Excerpts from a dataset
____________

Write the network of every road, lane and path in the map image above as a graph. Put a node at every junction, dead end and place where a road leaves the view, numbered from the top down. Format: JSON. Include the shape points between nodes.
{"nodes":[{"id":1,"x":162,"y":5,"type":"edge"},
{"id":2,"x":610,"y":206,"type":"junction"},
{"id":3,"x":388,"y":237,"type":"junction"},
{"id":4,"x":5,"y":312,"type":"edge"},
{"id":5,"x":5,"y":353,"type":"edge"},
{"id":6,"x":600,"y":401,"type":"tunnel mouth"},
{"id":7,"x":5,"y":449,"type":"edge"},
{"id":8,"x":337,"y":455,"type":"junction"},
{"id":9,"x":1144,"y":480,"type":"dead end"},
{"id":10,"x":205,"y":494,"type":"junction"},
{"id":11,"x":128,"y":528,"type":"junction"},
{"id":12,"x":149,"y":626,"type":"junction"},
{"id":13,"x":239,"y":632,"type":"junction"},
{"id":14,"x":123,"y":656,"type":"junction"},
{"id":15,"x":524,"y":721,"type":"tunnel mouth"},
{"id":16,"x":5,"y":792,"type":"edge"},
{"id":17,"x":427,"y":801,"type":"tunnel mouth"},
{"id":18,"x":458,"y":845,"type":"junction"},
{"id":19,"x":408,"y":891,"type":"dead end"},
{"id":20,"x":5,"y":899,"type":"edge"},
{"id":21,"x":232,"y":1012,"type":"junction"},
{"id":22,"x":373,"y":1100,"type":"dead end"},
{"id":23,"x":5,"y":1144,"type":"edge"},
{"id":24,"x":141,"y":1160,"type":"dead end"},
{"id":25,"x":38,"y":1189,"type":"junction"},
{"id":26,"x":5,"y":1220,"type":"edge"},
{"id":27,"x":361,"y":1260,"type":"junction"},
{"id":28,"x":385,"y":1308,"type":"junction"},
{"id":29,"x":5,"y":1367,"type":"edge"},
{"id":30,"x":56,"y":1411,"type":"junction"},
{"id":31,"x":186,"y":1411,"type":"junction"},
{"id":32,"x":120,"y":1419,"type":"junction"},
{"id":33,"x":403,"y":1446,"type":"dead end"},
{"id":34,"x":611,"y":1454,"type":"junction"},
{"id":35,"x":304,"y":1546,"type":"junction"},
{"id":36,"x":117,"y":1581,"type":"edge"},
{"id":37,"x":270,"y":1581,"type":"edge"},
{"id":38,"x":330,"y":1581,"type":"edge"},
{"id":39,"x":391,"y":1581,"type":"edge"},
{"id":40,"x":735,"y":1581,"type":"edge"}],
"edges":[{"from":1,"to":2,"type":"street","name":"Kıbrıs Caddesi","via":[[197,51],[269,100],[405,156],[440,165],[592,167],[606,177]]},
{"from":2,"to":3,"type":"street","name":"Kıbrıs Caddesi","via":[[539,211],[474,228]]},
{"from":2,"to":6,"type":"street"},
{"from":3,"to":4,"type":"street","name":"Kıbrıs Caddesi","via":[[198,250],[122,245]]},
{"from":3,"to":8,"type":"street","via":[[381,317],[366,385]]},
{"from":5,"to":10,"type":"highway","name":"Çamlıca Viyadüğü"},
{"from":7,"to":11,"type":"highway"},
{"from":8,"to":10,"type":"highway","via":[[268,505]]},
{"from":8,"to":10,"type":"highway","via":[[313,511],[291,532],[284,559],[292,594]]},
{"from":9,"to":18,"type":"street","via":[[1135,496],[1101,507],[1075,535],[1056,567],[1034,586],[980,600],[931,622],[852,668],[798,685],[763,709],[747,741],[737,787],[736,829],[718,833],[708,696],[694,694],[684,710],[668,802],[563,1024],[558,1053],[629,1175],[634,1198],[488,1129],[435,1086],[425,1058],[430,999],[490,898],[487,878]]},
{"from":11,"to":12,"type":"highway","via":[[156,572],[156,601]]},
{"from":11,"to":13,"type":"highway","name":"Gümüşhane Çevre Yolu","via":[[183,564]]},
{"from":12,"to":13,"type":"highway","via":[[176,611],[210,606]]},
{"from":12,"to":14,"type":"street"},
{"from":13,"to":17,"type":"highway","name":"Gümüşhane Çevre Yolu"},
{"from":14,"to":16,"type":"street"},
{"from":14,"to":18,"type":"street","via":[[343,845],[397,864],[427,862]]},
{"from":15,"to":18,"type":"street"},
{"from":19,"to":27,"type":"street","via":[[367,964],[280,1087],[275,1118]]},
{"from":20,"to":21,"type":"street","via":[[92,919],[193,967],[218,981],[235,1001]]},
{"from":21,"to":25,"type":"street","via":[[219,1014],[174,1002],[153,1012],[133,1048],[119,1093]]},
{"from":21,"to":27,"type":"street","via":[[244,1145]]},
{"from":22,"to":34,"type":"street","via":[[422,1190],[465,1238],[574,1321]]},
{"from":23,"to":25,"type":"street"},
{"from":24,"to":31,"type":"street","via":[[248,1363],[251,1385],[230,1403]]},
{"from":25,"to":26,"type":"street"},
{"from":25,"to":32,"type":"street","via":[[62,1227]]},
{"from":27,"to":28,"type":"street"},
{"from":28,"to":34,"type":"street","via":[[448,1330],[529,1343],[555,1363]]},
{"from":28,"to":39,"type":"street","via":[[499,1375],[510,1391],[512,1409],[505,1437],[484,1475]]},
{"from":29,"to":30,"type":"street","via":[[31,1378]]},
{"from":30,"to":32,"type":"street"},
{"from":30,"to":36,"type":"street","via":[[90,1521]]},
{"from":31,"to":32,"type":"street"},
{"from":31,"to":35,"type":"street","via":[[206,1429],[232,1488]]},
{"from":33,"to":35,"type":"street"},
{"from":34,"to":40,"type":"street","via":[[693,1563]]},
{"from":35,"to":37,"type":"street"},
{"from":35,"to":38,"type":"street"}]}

____________

Nothing but a number is wanted: how many lines in the records above include "name".

▶ YOUR SOLUTION
6